¿Con mi dinero pago?


Necesitaba un par de buenos almohadones. El insomnio vuelve a asomarse, tantos años después. Resulta asumible cuando estás al timón en mitad de la tormenta y adivinas las grietas en la cubierta. Los he comprado, con sus fundas correspondientes. Antes fui al supermercado, y de camino a la tienda he parado a encargar un protector de pantalla para mi nueva tableta, apenas tiene unos días y me apetece mucho dibujar con ella. Todo a golpe de tarjeta, clinc, clinc, con el móvil. Resulta agradable el cosquilleo de la vibración en la palma de la mano. He usado el verbo necesitar, pero miento. O no digo toda la verdad, como si no fuera lo mismo. Los quería, me apetecía, me venían bien o deseaba consumir, simplemente. Al cabo, soy humano. Con mi dinero pago. Suelo citar a Machado, como un cultureta pedante, cuando hablo de esto. Para mis adentros me justifico tontamente con que ya aprieta demasiado la vida como para privarme. Y estos días están siendo difíciles. El timón, la tormenta y las grietas de la cubierta, dije más arriba. Otra gilipollez. Hay días que me salgo de la tabla. De la tabla de gilipolleces, digo.

Me ha dejado tocado hoy encontrar a un viejo amigo sacudido por una enfermedad. No he querido preguntar mucho: por pudor, por cobardía.
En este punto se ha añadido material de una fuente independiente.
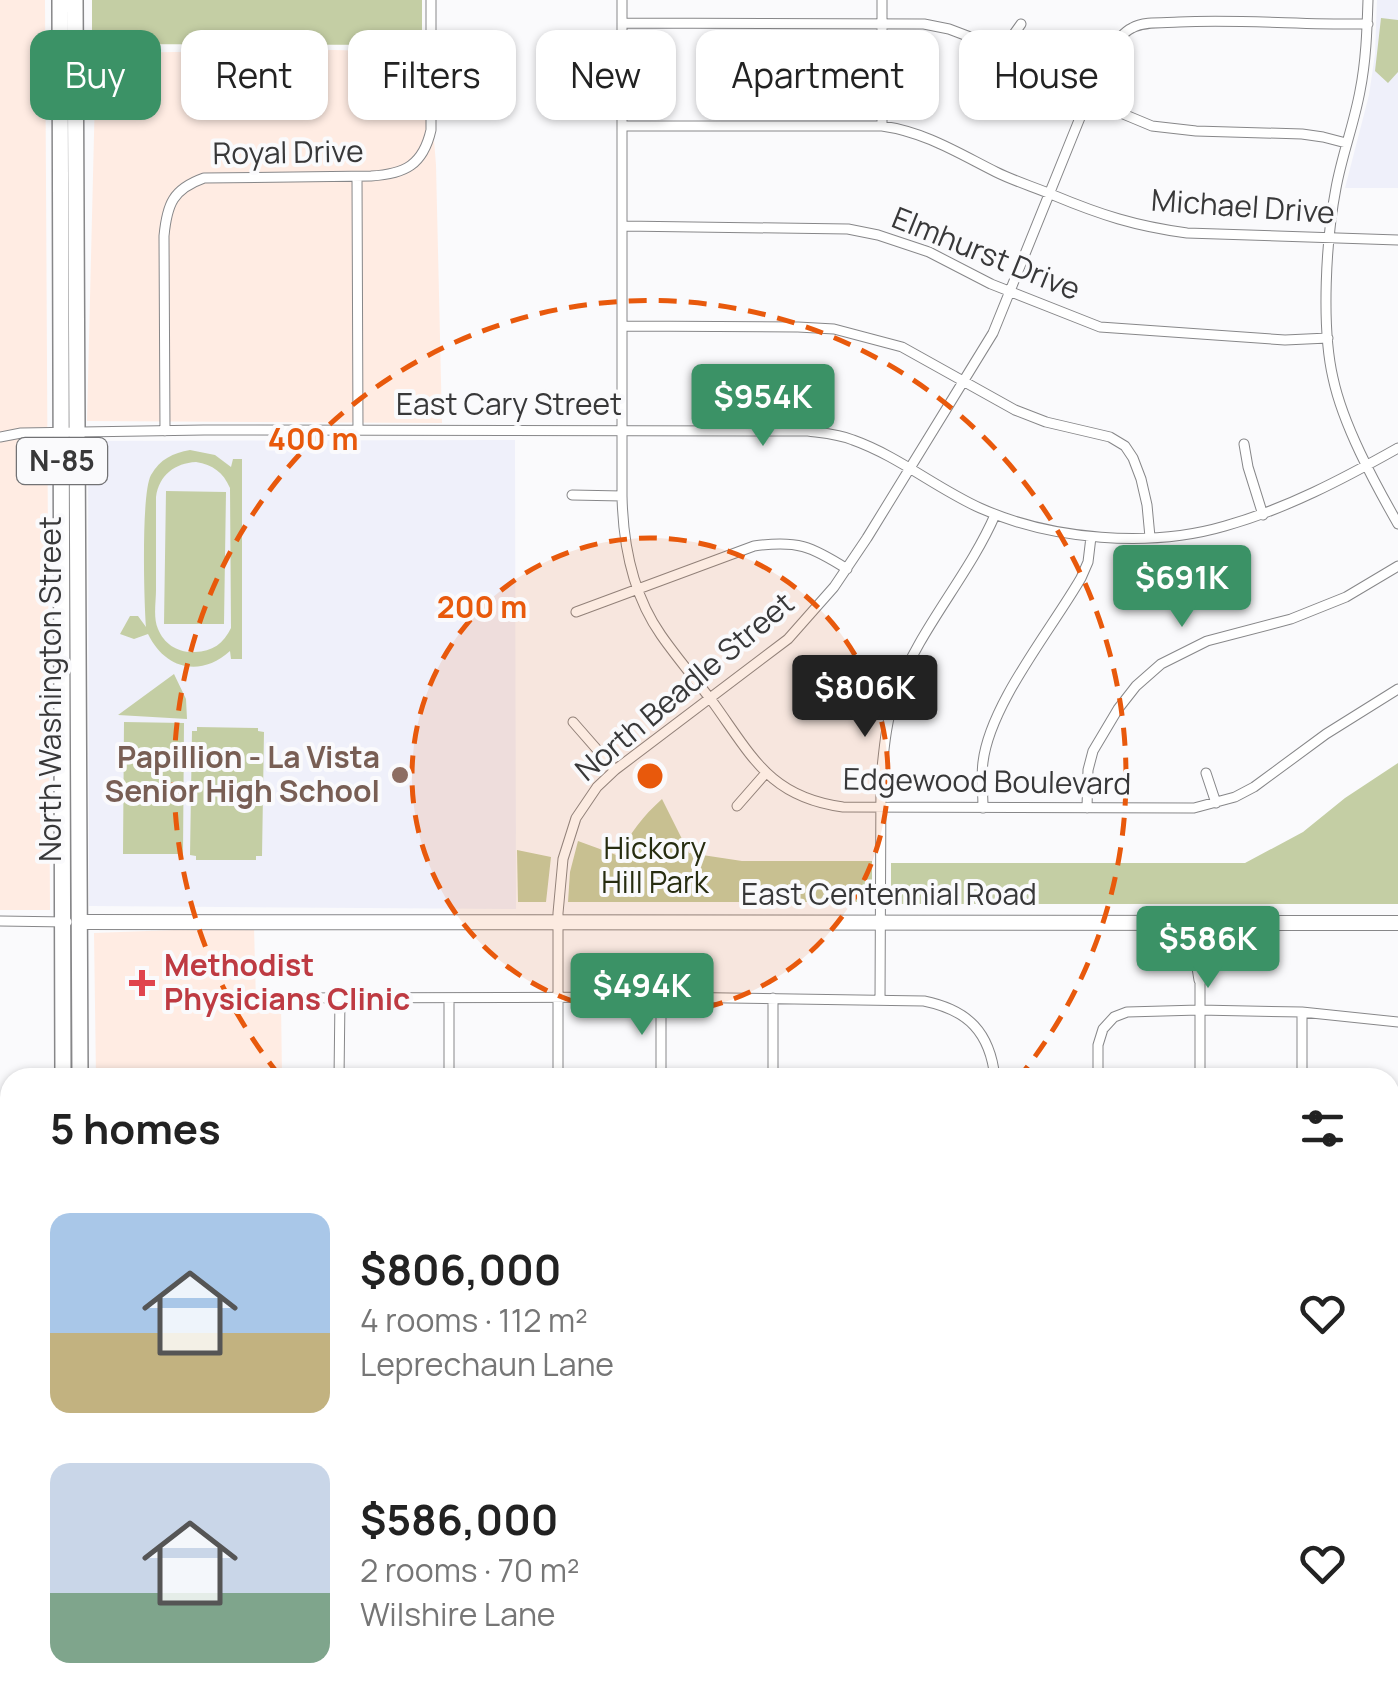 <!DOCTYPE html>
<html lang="en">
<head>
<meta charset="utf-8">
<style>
  body { margin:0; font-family:Manrope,sans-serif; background:#f2f2f2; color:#222; height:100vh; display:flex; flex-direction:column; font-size:38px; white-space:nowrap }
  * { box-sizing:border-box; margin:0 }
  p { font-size:32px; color:#767676 }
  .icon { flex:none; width:55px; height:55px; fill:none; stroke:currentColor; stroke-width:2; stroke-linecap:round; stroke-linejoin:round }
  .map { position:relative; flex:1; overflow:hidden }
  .side { position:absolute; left:0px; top:1068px; width:1400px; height:642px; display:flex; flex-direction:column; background:#fff; border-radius:30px 30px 0 0; box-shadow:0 2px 8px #0004 }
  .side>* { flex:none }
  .hud { position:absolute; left:30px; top:30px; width:1340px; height:90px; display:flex; gap:20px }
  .price { position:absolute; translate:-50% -85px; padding:0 22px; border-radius:10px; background:#3b9266; color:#fff; font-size:32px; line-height:65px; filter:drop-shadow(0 2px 5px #0008) }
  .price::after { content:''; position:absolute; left:50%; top:60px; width:30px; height:22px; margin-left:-15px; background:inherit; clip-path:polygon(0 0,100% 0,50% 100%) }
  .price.selected { background:#222; color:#fff }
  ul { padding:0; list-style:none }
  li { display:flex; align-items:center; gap:30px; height:250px; padding:0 50px }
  li span { display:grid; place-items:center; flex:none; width:280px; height:200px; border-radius:20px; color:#555 }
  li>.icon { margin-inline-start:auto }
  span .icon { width:120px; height:120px; fill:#fffc; stroke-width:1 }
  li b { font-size:42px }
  h2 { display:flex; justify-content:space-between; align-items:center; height:120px; padding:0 50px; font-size:42px }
  .tag { padding:0 35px; border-radius:20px; background:#fff; box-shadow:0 2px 8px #0004; font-size:35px; line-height:90px }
  .tag.selected { background:#3b9266; color:#fff }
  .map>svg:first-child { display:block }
  .commercial { fill:#ffece3 }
  .built { fill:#eff0fa }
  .green { fill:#c4cea4; fill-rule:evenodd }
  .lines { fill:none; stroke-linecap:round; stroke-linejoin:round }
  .street-casing { stroke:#878789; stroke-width:11 }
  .secondary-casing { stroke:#878789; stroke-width:16 }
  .primary-casing { stroke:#878789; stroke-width:18 }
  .street { stroke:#fff; stroke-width:9 }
  .secondary { stroke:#fff; stroke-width:14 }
  .primary { stroke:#fff; stroke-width:15 }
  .ring { fill:none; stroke:#e8590c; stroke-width:5; stroke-dasharray:18 12 }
  .education-dot { fill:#8d6e63; stroke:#fafafc; stroke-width:4 }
  .health-dot { fill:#e0444e; stroke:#fafafc; stroke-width:4 }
  .labels { text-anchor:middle; stroke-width:8; stroke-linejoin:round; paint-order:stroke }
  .shield { fill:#fafafc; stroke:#727274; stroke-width:2.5 }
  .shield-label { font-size:28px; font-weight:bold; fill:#383839 }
  .street-label { font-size:30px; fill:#383839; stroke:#fafafc }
  .education-label { font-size:30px; font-weight:bold; fill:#785e54; stroke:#fafafc; text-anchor:end }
  .park-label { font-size:30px; fill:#272d10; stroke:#fafafc }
  .health-label { font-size:30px; font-weight:bold; fill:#be3a42; stroke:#fafafc; text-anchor:start }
  .centre { fill:#e8590c; stroke:#fafafc; stroke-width:5 }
  .ring-label { font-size:30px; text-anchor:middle; font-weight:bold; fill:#e8590c; stroke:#fafafc; stroke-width:8; stroke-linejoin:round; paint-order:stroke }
</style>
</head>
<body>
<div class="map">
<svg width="1398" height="1708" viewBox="0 0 1398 1708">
  <rect width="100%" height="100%" fill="#fafafc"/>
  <path class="commercial" d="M 0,0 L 45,0 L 50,910 L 0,910 Z
    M 333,50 L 427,52 L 436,165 L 442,423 L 87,421 L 96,53 Z
    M 254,927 L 256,1002 L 281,1002 L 282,1077 L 96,1077 L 94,933 Z
    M 0,1216 L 10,1218 L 10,1700 L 54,1700 L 54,1708 L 0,1708 Z"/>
  <path class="built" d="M 1377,0 L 1398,0 L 1398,188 L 1345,188 L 1369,95 L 1375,54 Z
    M 515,440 L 516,909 L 89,906 L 88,441 Z
    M 550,1700 L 731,1700 L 733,1708 L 547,1708 Z"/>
  <path class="green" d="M 92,0 L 422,0 L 422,45 L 92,44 Z
    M 1381,18 L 1398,20 L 1398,72 L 1388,83 L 1375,71 Z
    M 190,450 L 215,455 L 231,467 L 233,459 L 242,459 L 242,659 L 231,659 L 230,651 C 200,678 165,669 148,634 L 134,639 L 120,634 L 130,616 L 138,616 L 146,627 C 144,601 141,493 151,475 C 160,459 173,453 190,450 ZM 196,462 C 213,465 223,472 230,488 L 231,628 C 224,643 212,652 195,652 C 178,653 164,644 158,629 C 153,618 156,602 156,590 C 156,559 156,528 156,497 C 159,475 175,463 196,462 Z
    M 166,491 L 226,492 L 224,624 L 164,624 Z
    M 174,674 L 186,699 L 187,719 L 118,715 Z
    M 124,722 L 184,723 L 183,854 L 123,854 Z
    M 197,727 L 258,728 L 258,731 L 264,732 L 262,856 L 256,856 L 256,860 L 196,860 L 196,856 L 190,855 L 192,731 L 197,731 Z
    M 1398,763 L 1398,904 L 891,904 L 891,863 L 1245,863 L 1303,832 L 1345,798 Z
    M 662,799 L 689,853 L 742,861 L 872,861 L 872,902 L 568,902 L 570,872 L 578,841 L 619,856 C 630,833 643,816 662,799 Z
    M 517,850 L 551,857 L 546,902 L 518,902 Z"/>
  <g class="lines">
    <defs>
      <path id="street" d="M 622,0 L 622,496 C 623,544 633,595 661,635 C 677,658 695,679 712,701 C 752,756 769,797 843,807 L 1194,808 L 1235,797 L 1254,787 L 1326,734 L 1398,689
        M 1368,0 C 1367,31 1366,61 1360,91 C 1354,124 1342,155 1336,188 C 1326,240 1321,326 1333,378 C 1343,425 1374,482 1398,524
        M 622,23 L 924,24 L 949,29 L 978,40 L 1056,86 L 1152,126 L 1196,131 L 1302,134 L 1323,137 L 1346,143
        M 1001,52 L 1021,24
        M 624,126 L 882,126 C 925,132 958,153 996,172 C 1014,181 1034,187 1053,195 C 1101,215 1135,226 1187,233 L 1398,240
        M 882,126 L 882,0
        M 357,177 L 358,430
        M 623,226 L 848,229 L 878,235 L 929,252 L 991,284 L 1100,327 L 1285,340 L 1328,338
        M 623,326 L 798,327 L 834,329 L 902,347 L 1015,410 L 1046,422 L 1110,437 L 1125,446 L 1133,458 L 1141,479 L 1147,505 L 1150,537
        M 165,431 L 164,236 C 167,204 173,189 204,178 L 371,176 C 405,174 423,165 431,130 L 431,0
        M 0,437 L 21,433 L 204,430 L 808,431 C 823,433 839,434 853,440 C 898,456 936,488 980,508 C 1051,540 1150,548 1225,526 C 1286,509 1343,479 1398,448
        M 1244,444 L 1248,467 L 1263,515
        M 572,495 L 622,496
        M 576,612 L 754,546 C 797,540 811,546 847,569
        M 870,708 L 890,713
        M 573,722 L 615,770
        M 1206,773 L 1216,803
        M 737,806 L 765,774
        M 983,808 C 983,793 981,777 983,762 C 990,704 1051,630 1081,578 L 1088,562 L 1091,537
        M 1087,808 L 1088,770 L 1093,751 L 1118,709 L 1136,686 L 1161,664 L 1207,641 L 1291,619 L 1346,597 L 1398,566
        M 0,921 L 67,922
        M 1192,923 L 1193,943 L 1199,980
        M 661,997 L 661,1078
        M 265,998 L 661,997 L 924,1001 C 968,1010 990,1032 995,1078
        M 880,1000 L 881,778 C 884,749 886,721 896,693 C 919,629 968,577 995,515
        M 1302,1012 L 1302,1078
        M 339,1078 L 340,998
        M 449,1078 L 449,998
        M 558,1078 L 558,913 L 563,859 L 576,818 L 597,787 L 615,770 L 788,639 L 834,587 L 867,538 L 993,333 L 1090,93 C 1098,74 1113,37 1132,28 C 1144,21 1165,23 1179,22 C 1242,19 1305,25 1368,24
        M 773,1078 L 773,998
        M 1098,1078 L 1098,1045 L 1103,1029 L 1114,1017 L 1127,1012 L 1199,1010 L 1302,1012 L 1398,1022
        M 1200,1078 L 1200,984 L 1207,947 L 1207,923
        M 0,1199 L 10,1199
        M 0,1212 L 10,1212
        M 1390,1340 L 1398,1340
        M 1390,1450 L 1398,1450
        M 1390,1623 L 1398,1633
        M 256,1700 L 289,1708
        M 737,1700 L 739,1708
        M 863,1700 L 865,1708
        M 982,1700 L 982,1708
        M 1324,1700 L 1329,1708
        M 483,1708 L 485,1700
        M 1100,1708 L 1100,1700"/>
      <path id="secondary" d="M 80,922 L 1398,923"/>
      <path id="primary" d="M 60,0 L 63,1078
        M 75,0 L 80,1078
        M 71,1700 L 71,1708
        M 86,1700 L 86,1708"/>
    </defs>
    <use href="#street" class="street-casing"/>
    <use href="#secondary" class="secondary-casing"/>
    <use href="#primary" class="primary-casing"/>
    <use href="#street" class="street"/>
    <use href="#secondary" class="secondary"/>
    <use href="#primary" class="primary"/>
  </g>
  <circle cx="650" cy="776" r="238" fill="#e8590c" fill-opacity=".12"/>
  <g class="ring">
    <circle cx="650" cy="776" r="238"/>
    <path d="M280 1076A476 476 0 1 1 1020 1076"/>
  </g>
  <circle class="education-dot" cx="400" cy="775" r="10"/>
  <path class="health-dot" d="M137 968h10v10h10v10h-10v10h-10v-10h-10v-10h10z"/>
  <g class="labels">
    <rect class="shield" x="17" y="438" width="90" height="46" rx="8"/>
    <g class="shield-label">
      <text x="62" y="471">N-85</text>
    </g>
    <g class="street-label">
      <text transform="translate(288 153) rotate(-1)" y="10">Royal Drive</text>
      <text transform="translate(1243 207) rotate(4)" y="10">Michael Drive</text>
      <text transform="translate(986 254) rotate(22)" y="10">Elmhurst Drive</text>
      <text x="509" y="415">East Cary Street</text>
      <text transform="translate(685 687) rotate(-40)" y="10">North Beadle Street</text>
      <text transform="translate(51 689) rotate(-90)" y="10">North Washington Street</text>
      <text transform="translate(987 782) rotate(1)" y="10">Edgewood Boulevard</text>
      <text x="889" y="905">East Centennial Road</text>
    </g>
    <g class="education-label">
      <text x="380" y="768">Papillion - La Vista<tspan x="380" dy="34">Senior High School</tspan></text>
    </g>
    <g class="park-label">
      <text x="655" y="859">Hickory<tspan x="655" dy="34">Hill Park</tspan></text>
    </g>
    <g class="health-label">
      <text x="164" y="976">Methodist<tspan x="164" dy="34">Physicians Clinic</tspan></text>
    </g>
  </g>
  <circle cx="650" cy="776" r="15" class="centre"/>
  <g class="ring-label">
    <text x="313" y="450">400 m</text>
    <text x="482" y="618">200 m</text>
  </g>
</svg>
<b class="price" style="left:763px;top:449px">$954K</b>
<b class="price" style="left:1182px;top:630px">$691K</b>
<b class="price selected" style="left:865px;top:740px">$806K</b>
<b class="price" style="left:1208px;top:991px">$586K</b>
<b class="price" style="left:642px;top:1038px">$494K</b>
<div class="hud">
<a class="tag selected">Buy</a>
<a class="tag">Rent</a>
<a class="tag">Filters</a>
<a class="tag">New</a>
<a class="tag">Apartment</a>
<a class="tag">House</a>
</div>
<section class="side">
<h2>5 homes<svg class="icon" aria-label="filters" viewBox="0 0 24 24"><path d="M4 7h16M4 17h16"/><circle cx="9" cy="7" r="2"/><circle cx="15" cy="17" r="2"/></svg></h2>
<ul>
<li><span style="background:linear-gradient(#a9c7e8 60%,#c2b280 0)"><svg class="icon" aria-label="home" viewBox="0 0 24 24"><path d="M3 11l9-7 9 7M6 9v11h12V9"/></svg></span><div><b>$806,000</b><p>4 rooms · 112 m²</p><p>Leprechaun Lane</p></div><svg class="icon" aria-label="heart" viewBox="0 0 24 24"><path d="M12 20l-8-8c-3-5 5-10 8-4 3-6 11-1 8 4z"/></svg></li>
<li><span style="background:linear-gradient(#c9d6e8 65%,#7fa58c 0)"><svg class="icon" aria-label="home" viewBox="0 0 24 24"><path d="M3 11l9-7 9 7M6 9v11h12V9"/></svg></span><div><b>$586,000</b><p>2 rooms · 70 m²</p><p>Wilshire Lane</p></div><svg class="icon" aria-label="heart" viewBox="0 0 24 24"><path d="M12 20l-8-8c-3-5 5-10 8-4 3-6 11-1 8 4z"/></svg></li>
</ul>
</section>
</div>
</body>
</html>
Pero para redondear el día lluvioso, incómodo, uno de esos días en los en los que tragar saliva es igual que si me clavasen alfileres en la garganta, en la acera de mi casa está sentado un adolescente. Los pies negros apenas protegidos por las chanclas de mercadillo. Sollozando bajo la tormenta. Debe de ser uno de los refugiados que llevo viendo desde hace meses. Es uno de esos instantes en los que no sé qué debo hacer, pero apenas he doblado la esquina y ya he dado la vuelta. Le pregunto si necesita ayuda. Sacude la cabeza. No sé si me ha entendido. Me preocupa que piense que intento echarlo. Se lo vuelvo a preguntar en inglés y vuelve a menear la cabeza, restañándose las lágrimas con el dorso de la mano. Levanto un pulgar, sintiéndome cada vez más idiota, y repito la pregunta. Asiente, pero sigo sin saber si me entiende. Sonrío, para darle confianza. Me despido. Vuelvo a doblar la esquina. Ya no puede verme. De pie, bajo la lluvia, pienso si debería ofrecerle comida o ropa. Pero intuyo que su problema es otro. Tengo el mando a distancia del coche en la mano, pero no soy capaz de pulsarlo. Me avergüenzan las luces, el rugido del motor, el cartón de tabaco en mi mano para alguien que no debería fumar.

¿Con mi dinero pago?

Perra vida.

A veces ni los mejores poemas pueden salvarnos.